▶ **Materials provided**:
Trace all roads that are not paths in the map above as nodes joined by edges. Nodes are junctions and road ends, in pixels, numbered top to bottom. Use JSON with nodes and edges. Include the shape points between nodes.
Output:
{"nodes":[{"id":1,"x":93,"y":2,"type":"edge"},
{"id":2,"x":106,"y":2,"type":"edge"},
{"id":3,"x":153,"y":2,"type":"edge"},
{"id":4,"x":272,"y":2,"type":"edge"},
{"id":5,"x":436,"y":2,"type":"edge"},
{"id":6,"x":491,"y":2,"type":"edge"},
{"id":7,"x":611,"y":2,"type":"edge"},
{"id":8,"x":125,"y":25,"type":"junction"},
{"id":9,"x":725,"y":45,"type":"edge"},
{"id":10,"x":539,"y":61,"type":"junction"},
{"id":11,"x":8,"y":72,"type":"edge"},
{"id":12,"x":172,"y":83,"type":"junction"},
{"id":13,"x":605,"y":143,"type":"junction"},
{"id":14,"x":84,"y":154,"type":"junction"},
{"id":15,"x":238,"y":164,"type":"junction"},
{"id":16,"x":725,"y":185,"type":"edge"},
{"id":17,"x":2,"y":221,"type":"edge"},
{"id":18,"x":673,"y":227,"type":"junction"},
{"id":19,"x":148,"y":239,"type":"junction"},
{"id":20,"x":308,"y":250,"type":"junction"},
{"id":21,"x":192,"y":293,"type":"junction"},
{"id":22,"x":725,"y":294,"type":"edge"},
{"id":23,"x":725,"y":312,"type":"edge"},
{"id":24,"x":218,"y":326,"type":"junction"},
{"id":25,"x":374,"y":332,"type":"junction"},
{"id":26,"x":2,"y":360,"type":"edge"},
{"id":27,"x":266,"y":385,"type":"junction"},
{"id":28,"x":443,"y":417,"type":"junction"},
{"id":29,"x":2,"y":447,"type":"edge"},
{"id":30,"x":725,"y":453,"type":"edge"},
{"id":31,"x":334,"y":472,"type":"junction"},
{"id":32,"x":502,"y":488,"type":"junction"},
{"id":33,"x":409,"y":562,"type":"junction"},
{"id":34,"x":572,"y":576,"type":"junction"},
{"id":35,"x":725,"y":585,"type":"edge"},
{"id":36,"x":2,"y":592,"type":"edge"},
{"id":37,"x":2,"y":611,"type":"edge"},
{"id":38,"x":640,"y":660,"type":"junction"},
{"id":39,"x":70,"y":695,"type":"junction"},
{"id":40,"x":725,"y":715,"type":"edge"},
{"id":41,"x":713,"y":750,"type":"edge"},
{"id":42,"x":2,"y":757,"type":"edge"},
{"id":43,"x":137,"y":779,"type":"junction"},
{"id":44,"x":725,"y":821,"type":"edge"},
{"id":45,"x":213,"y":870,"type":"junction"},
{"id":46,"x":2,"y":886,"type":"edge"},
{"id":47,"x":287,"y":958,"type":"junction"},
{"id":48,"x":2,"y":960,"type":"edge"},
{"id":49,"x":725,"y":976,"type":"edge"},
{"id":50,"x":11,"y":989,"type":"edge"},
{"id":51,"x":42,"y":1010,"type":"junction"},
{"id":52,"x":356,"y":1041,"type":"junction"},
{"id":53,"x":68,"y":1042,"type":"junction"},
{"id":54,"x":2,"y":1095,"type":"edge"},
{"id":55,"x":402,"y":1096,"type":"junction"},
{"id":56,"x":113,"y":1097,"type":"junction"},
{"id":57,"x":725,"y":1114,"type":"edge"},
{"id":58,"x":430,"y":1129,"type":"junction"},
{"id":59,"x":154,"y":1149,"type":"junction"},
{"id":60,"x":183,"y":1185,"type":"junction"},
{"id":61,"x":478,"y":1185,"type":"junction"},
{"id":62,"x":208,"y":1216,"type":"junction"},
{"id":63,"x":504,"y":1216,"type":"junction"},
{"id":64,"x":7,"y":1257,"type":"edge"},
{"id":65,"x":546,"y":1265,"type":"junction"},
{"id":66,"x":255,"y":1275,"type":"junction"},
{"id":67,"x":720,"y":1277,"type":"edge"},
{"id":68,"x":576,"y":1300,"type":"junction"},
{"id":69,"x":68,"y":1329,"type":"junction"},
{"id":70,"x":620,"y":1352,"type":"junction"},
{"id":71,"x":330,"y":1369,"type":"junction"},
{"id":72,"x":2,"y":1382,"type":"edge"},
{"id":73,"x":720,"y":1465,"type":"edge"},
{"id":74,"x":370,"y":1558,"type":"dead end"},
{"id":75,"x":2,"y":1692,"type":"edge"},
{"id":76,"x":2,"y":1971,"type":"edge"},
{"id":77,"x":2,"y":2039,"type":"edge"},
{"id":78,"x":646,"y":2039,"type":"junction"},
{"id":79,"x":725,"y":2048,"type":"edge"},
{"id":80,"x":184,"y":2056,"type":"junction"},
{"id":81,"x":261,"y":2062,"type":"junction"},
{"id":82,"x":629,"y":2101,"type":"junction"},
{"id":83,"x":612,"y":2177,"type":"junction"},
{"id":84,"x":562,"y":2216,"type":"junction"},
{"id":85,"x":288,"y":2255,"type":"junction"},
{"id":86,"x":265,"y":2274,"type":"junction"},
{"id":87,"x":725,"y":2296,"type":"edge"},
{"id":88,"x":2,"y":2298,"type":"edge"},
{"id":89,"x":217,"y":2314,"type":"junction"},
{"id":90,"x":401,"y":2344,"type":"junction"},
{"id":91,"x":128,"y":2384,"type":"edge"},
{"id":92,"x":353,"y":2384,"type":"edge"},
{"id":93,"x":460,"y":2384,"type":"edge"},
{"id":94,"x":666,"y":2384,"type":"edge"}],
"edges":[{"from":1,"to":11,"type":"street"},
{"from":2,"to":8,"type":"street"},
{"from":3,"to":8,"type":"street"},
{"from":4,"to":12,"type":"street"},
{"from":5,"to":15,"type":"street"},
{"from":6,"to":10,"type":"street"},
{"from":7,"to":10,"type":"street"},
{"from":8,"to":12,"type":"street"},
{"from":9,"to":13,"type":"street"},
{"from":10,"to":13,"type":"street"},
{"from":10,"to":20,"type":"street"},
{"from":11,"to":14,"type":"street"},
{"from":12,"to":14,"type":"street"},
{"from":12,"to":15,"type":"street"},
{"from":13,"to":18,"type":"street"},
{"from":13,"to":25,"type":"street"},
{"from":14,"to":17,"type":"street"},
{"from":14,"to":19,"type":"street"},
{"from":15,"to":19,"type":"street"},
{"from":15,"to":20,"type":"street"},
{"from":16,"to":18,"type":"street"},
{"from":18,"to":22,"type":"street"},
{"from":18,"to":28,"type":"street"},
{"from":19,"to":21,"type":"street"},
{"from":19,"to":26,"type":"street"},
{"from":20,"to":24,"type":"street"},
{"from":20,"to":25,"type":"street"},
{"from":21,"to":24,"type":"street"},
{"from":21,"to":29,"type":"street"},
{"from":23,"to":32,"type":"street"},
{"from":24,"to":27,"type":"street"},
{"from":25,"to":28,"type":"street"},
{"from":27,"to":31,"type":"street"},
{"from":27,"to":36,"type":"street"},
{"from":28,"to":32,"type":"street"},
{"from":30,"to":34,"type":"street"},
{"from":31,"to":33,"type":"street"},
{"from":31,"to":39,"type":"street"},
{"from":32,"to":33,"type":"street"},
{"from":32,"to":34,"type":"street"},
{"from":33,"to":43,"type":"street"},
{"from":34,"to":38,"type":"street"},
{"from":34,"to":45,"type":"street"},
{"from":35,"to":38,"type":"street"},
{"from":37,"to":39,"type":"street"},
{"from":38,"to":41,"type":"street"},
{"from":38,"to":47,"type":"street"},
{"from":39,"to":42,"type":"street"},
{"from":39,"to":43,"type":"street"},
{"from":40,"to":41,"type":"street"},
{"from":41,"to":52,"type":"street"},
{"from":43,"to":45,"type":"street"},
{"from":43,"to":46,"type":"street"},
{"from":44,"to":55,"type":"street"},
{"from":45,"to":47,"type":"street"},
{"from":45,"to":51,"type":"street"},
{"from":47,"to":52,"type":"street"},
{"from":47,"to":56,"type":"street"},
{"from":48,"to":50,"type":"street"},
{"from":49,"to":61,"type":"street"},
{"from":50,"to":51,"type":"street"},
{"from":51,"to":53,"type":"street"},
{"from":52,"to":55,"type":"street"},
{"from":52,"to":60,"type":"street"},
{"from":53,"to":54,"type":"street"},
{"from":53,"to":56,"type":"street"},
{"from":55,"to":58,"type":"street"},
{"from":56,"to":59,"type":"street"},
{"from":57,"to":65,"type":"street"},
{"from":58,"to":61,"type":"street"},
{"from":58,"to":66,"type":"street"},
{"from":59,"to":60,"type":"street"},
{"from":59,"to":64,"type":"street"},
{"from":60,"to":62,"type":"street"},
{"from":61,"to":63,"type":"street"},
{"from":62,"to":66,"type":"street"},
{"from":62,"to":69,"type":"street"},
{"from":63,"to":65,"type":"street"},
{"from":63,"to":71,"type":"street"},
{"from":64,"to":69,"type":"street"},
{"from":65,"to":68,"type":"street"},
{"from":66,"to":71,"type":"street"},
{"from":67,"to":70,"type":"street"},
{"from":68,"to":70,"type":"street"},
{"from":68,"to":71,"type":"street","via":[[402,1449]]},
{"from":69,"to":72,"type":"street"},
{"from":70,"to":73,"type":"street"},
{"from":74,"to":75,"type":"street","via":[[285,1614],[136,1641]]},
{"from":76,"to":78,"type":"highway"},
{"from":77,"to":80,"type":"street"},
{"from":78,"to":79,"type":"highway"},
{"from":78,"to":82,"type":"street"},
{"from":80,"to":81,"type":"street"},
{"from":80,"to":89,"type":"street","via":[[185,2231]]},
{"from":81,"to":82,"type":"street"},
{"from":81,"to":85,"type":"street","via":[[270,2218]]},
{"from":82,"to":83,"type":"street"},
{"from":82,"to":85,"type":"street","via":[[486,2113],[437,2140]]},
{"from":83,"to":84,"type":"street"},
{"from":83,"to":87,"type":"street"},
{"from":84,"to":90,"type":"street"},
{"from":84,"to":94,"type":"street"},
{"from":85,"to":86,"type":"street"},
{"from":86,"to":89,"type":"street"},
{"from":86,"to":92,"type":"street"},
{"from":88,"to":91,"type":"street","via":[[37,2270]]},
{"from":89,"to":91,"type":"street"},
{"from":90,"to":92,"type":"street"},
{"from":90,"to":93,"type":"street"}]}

▶ **What is required**:
State the number of lines in the records that include the string "edges", without any other words.

▶ **Response**:
2